I spend several days every summer in the North Country. The weather is always typical for New England, both warm and cold, dry and humid, sunny and rainy—all the contrasts that summer brings in our region.
Plenty of rain this year has ensured that the color green is pretty much overwhelming. The rain seems to have served up more insects and seeds for birds, because I’ve never heard such a chorus in late July.
The mountain trails are full of hikers. The ponds hold swimmers, canoe-ers and kayakers. The state campground down the road is full. Motorcycle flotillas roar by. Hot dog stands and clam shacks do a robust business. Some locals make their annual trek down to Boston to see the Red Sox play. Even the smallest towns have bike races, weekly farmers’ markets and outdoor concerts.
This summer we have much entertainment from Washington too. We were at a restaurant where the patrons were in stitches imagining Mexicans throwing bags of drugs over a border wall and hitting Americans on the head. They went on to laugh about a president’s lawyer whose name is Ty Cobb and the drama of a meeting with Russians—a meeting, one wag said, that appears to have had more people in it than attended the inauguration. Even Steven Spielberg would have trouble imaging all the weird things going on.
As summer progresses, though, it’s clear that this season stands out from the rest in its unique activities and leisure. It’s not like the joke—at least I think it was a joke—in the movie La La Land, in which each season introduced a section of the movie, and yet nothing changed.
New England’s summer progression is most apparent in the plants. Plants mark time passing as they can’t do in winter. It seems a metaphor for a life span.
Summer’s promise in the North Country is heralded in April by deep green skunk cabbage, bursting tree buds and the bright happiness of daffodils, almost like the anticipation of a newborn baby. Soon those beginnings give way to the solid structure of forsythia in gardens and along the roadside hobblebush, apple blossoms and painted trillium, more like a toddler.
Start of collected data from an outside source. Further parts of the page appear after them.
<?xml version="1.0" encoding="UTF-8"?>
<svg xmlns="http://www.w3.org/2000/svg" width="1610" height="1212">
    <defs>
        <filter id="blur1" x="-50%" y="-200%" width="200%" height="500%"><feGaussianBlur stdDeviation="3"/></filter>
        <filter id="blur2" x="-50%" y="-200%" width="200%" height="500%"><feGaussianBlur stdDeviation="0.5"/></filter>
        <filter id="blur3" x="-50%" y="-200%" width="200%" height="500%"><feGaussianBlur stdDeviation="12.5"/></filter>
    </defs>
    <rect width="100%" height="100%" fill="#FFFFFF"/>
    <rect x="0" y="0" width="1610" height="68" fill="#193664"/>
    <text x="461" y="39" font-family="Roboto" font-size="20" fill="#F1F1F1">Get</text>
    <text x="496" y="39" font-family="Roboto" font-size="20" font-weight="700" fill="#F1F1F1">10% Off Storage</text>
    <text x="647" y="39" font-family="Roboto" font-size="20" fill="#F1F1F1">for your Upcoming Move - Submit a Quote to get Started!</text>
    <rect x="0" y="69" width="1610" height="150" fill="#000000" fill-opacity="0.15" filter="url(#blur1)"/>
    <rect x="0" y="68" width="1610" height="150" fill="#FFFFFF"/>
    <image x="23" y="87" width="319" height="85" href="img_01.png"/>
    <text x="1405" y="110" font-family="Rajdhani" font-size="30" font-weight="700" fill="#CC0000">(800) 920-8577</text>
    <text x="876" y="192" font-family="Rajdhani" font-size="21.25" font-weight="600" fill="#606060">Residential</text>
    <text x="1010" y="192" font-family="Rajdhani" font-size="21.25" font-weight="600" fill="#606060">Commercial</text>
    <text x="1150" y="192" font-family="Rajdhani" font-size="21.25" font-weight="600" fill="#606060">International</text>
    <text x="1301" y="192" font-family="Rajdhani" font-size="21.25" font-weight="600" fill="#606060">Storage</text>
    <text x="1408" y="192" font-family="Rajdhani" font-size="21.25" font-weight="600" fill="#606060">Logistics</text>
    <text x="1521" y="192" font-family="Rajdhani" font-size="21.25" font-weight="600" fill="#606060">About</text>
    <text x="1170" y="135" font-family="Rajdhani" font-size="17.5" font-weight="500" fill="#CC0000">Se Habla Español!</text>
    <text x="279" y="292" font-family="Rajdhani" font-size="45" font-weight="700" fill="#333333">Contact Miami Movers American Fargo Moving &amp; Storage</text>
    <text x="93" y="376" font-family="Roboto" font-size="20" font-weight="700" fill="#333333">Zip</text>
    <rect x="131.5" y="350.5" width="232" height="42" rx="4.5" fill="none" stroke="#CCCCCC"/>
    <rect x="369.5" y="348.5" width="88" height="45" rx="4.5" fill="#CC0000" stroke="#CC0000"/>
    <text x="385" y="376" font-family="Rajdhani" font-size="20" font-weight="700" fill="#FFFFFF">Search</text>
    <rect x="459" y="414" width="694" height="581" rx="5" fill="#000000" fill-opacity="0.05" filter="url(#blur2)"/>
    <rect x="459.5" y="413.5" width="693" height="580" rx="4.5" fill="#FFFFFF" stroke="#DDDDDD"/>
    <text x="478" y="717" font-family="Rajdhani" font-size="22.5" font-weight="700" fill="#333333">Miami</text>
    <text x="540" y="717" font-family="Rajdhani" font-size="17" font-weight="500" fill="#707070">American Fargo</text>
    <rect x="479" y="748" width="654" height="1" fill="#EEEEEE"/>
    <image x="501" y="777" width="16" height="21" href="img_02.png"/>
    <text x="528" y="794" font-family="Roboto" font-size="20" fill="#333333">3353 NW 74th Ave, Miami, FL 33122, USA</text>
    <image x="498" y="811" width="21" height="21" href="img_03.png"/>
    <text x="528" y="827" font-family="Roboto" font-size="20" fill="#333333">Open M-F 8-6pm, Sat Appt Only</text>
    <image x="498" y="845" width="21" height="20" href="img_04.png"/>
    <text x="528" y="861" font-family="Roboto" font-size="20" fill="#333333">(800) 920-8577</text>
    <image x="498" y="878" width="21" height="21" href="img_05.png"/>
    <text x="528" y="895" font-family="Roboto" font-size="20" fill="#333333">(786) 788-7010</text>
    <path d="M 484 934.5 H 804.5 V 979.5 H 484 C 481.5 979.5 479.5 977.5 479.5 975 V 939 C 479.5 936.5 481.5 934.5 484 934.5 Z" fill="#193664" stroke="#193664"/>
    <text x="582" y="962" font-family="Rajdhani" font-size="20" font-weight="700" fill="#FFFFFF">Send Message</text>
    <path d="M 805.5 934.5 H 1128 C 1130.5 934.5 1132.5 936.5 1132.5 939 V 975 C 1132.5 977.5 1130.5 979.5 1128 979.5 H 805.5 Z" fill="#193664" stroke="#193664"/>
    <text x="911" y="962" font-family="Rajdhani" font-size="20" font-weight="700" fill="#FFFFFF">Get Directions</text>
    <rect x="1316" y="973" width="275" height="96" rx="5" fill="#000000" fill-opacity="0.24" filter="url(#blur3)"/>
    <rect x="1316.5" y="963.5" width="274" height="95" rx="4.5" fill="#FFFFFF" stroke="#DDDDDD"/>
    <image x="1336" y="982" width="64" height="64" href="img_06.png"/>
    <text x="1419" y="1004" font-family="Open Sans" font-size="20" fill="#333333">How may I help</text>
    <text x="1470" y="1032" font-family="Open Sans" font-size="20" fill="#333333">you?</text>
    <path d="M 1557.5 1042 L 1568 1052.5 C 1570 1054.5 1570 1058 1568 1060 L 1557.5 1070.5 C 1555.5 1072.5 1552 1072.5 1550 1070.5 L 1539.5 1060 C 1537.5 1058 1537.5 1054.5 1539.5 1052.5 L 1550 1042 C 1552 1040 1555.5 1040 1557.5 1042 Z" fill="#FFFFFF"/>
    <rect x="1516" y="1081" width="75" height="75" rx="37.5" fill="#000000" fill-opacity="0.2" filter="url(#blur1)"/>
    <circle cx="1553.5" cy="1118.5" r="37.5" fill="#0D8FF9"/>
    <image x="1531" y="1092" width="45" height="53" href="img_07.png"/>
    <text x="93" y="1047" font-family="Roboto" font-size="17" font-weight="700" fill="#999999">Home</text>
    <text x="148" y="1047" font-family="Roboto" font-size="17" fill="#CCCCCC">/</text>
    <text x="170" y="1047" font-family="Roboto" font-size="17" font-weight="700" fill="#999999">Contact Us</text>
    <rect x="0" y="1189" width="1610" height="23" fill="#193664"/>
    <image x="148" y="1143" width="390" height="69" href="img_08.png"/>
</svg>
Tulips and then lilacs can seem as overwhelming as loud children at play.
By the time the mountain laurel appears in June, the summer is nearing teenage status. Peonies, columbine and gas plants (do you realize gas plants can actually catch fire?) are showy garden plants much like those teenagers with their dramatic appearances.
Lilies decorate the Fourth of July as does the abundant feverfew and are as dependable as college graduates going out to work.
Late July is rather like people in their forties. The show on the roadsides is in its prime and well settled in. It is as diverse as it will get before being taken over by goldenrod, a native plant, and Queen Anne’s lace, an alien I like, although some states have designated it invasive. Those August plants signify you’re on the downhill slide into fall.
In the neck of the woods I frequent most often, the most dramatic sign of fall is the proliferation of Michaelmas daisies, also known as wood asters. They last until the woods turns bright yellow with the native witch hazel, Hamamelis virginiana, which unlike the early spring Asian witch hazel, puts out its best show in the fall. To create the skin antiseptic with the same name, Native Americans taught the early European settlers to boil the stems of this plant.
After those bright October days, the last item left standing is the winterberry, a native holly that lasts for only a couple of weeks in November since the birds eat all the small red fruits. Once I put winterberry in my window boxes only to attract sparrows, which wiped the stems clean in a few minutes.
After this, it looks as if life shuts down, even though it will come again in the spring. Unless it turns out we can be reincarnated, that’s where the metaphor for human life ends.